____ Input material

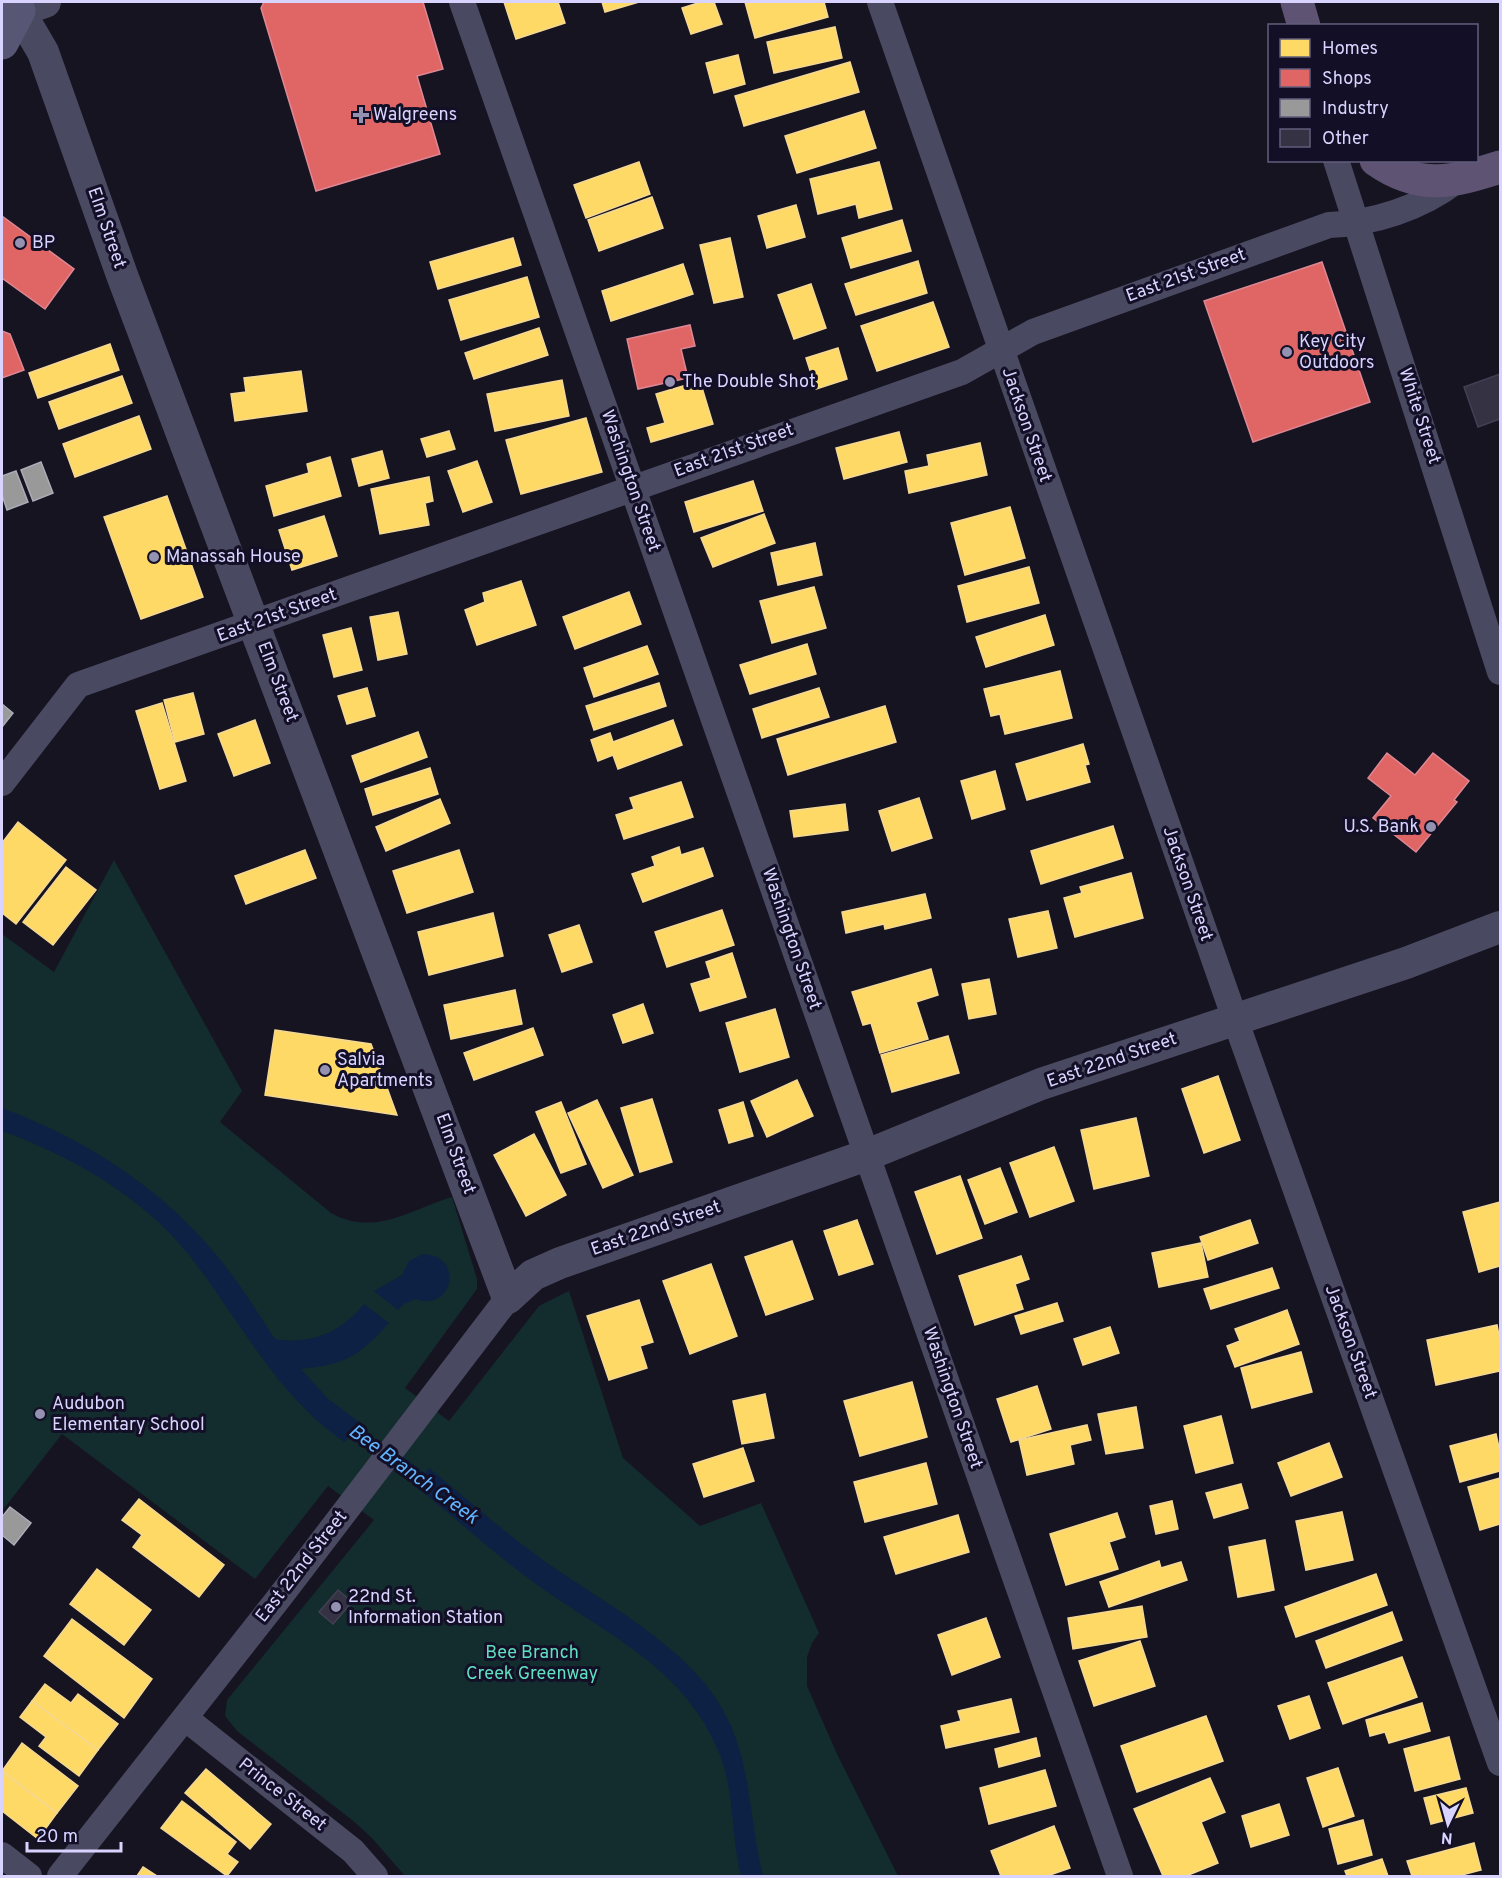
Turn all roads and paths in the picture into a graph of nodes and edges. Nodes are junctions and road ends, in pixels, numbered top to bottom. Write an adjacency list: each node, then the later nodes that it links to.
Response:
1 (462, 2): 13 (street, Washington Street)
2 (880, 2): 12 (street, Jackson Street)
3 (1297, 2): 5 (main road)
4 (20, 8): 6 (main road); 14 (street, Elm Street)
5 (1303, 24)
6 (2, 43)
7 (1337, 162): 11 (street, White Street)
8 (1379, 162): 10 (main road)
9 (1500, 167): 10 (main road, East 21st Street)
10 (1456, 181): 11 (street, East 21st Street)
11 (1356, 224): 12 (street, East 21st Street); 15 (street, White Street)
12 (1000, 350): 13 (street, East 21st Street); 18 (street, Jackson Street)
13 (633, 489): 14 (street, East 21st Street); 19 (street, Washington Street)
14 (255, 624): 16 (street, East 21st Street); 20 (street, Elm Street)
15 (1500, 672)
16 (2, 783)
17 (1500, 927): 18 (street, East 22nd Street)
18 (1234, 1019): 19 (street, East 22nd Street); 22 (street, Jackson Street)
19 (867, 1155): 20 (street, East 22nd Street); 27 (street, Washington Street)
20 (508, 1298): 21 (street, East 22nd Street)
21 (185, 1718): 25 (street, East 22nd Street); 26 (street, Prince Street)
22 (1500, 1763)
23 (2, 1855): 24 (street)
24 (29, 1876)
25 (60, 1876)
26 (375, 1876)
27 (1120, 1876)

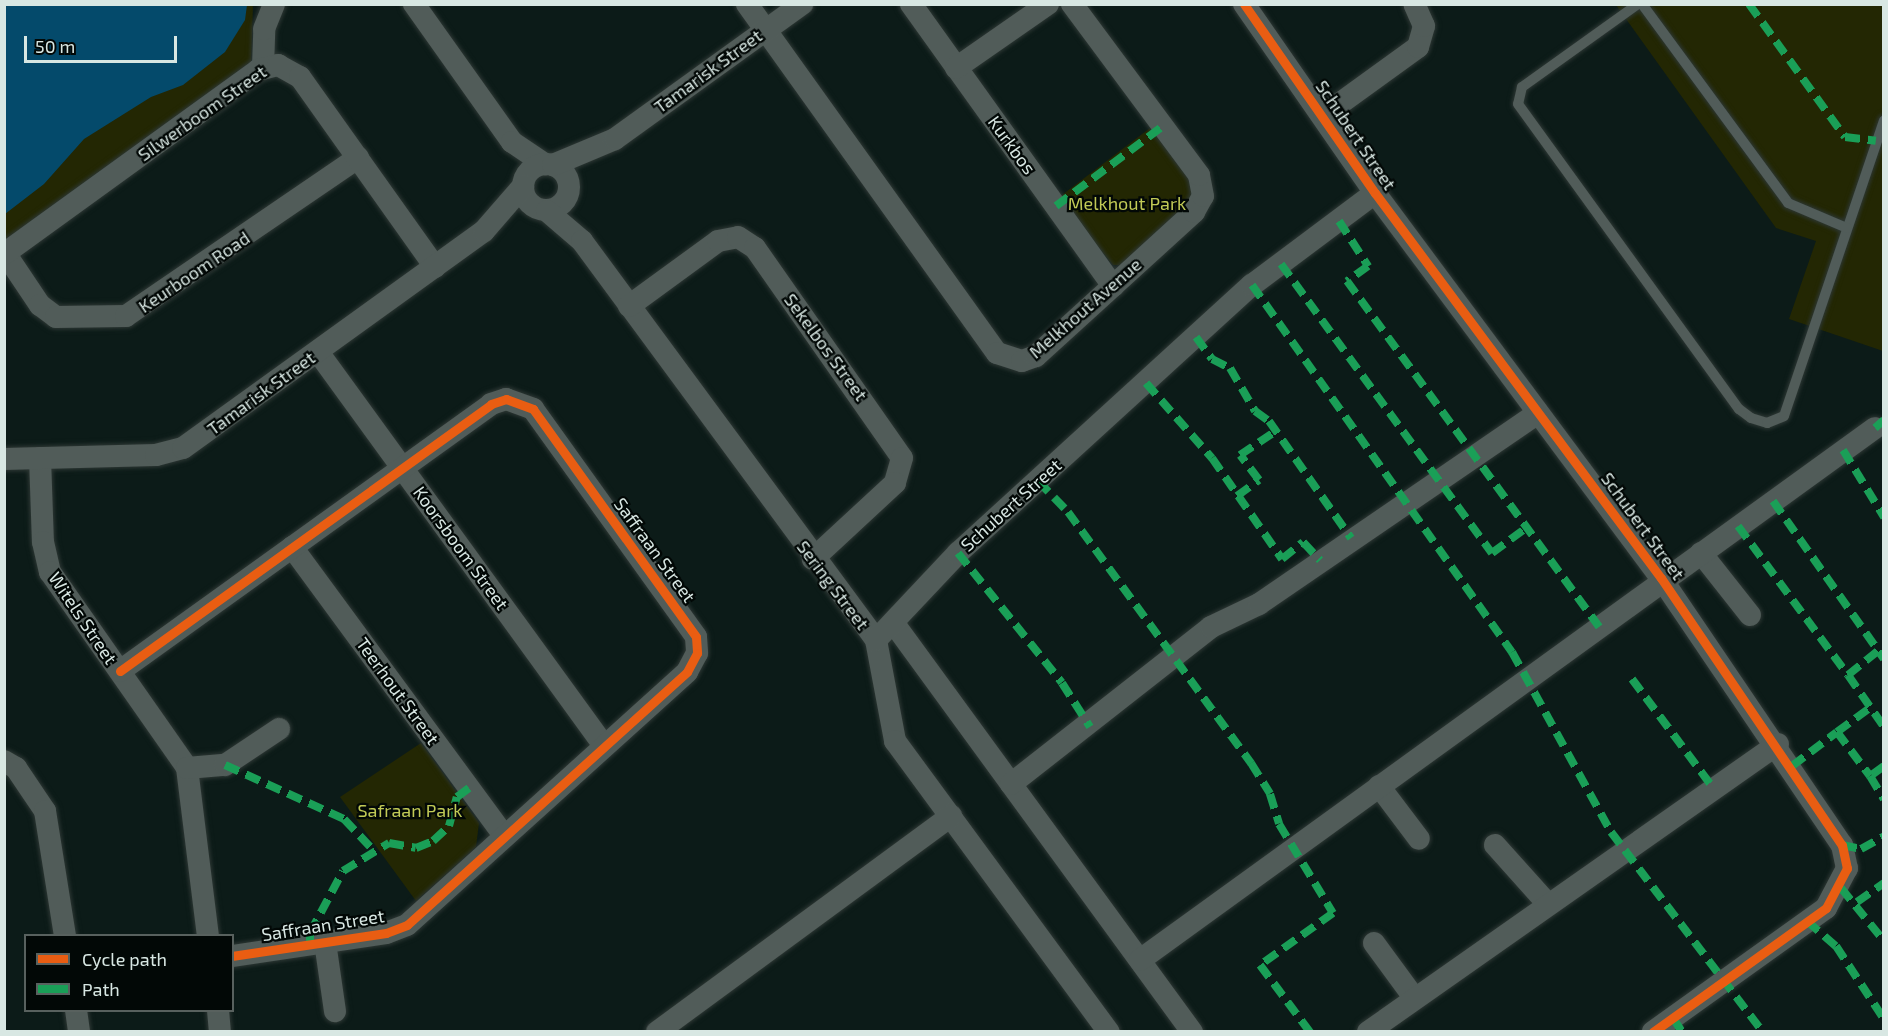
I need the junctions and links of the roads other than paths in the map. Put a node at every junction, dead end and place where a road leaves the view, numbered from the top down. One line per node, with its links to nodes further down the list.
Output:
1 (274, 4): 13 (street)
2 (414, 4): 18 (street)
3 (747, 4): 12 (street, Melkhout Avenue)
4 (802, 4): 12 (street, Tamarisk Street)
5 (910, 4): 14 (street, Kurkbos)
6 (1048, 4): 14 (street)
7 (1072, 4): 30 (street, Melkhout Avenue)
8 (1244, 4): 15 (street, Schubert Street)
9 (1414, 4): 15 (street)
10 (1638, 4): 25 (lane)
11 (1642, 4): 25 (lane)
12 (766, 30): 17 (street, Tamarisk Street); 30 (street, Melkhout Avenue)
13 (263, 67): 19 (street, Silwerboom Street); 28 (street, Silwerboom Street)
14 (956, 68): 30 (street, Kurkbos)
15 (1324, 115): 23 (street, Schubert Street)
16 (1884, 120): 25 (lane)
17 (615, 138): 20 (street, Tamarisk Street); 22 (street, Tamarisk Street)
18 (512, 142): 20 (street); 21 (street, Sering Street)
19 (357, 159): 28 (street, Keurboom Road); 29 (street, Silwerboom Street)
20 (549, 164): 21 (street, Tamarisk Street); 22 (street, Sering Street)
21 (524, 182): 24 (street, Sering Street); 26 (street, Tamarisk Street)
22 (569, 192): 24 (street, Tamarisk Street); 27 (street, Sering Street)
23 (1375, 193): 33 (street, Schubert Street); 43 (street, Schubert Street)
24 (542, 210): 26 (street, Tamarisk Street); 27 (street, Sering Street)
25 (1847, 228)
26 (484, 231): 29 (street, Tamarisk Street)
27 (582, 241): 31 (street, Sering Street)
28 (5, 254)
29 (435, 267): 32 (street, Tamarisk Street)
30 (1113, 286)
31 (629, 306): 40 (street, Sering Street); 40 (street, Sekelbos Street)
32 (318, 352): 35 (street, Tamarisk Street); 37 (street, Koorsboom Street)
33 (1538, 413): 41 (street, Schubert Street); 51 (street)
34 (1875, 428): 39 (street, Schubert Street)
35 (40, 458): 36 (street, Tamarisk Street); 45 (street, Witels Street)
36 (4, 459)
37 (402, 468): 38 (street, Saffraan Street); 48 (street, Koorsboom Street); 48 (street, Saffraan Street)
38 (292, 547): 45 (street, Saffraan Street); 54 (street, Teerhout Street)
39 (1701, 553): 41 (street, Schubert Street); 42 (street)
40 (813, 559): 44 (street, Sering Street)
41 (1661, 578): 47 (street, Schubert Street); 52 (street, Schubert Street)
42 (1750, 615)
43 (895, 625): 44 (street, Schubert Street); 51 (street)
44 (876, 640): 53 (street, Sering Street)
45 (120, 671): 50 (street, Witels Street)
46 (279, 729): 50 (street)
47 (1778, 744): 57 (street); 74 (street, Schubert Street)
48 (604, 745): 54 (street, Saffraan Street)
49 (4, 761): 58 (street)
50 (187, 768): 59 (street, Witels Street)
51 (1011, 784): 63 (street)
52 (1380, 786): 55 (street); 63 (street, Schubert Street)
53 (951, 816): 68 (street, Sering Street); 71 (street)
54 (504, 836): 60 (street, Saffraan Street)
55 (1419, 839)
56 (1495, 845): 57 (street)
57 (1548, 904): 64 (street)
58 (65, 934)
59 (208, 934)
60 (325, 942): 62 (street, Saffraan Street); 65 (street)
61 (1374, 943): 64 (street)
62 (234, 956)
63 (1140, 960): 72 (street)
64 (1413, 996): 73 (street)
65 (335, 1011)
66 (76, 1012): 69 (street)
67 (218, 1012): 70 (street)
68 (1106, 1030)
69 (79, 1032)
70 (220, 1032)
71 (657, 1032)
72 (1192, 1032)
73 (1368, 1032)
74 (1653, 1032)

________

__Exercise objective__: Gather from the data above every line with the string "Kurkbos".

__Written response__:
5 (910, 4): 14 (street, Kurkbos)
14 (956, 68): 30 (street, Kurkbos)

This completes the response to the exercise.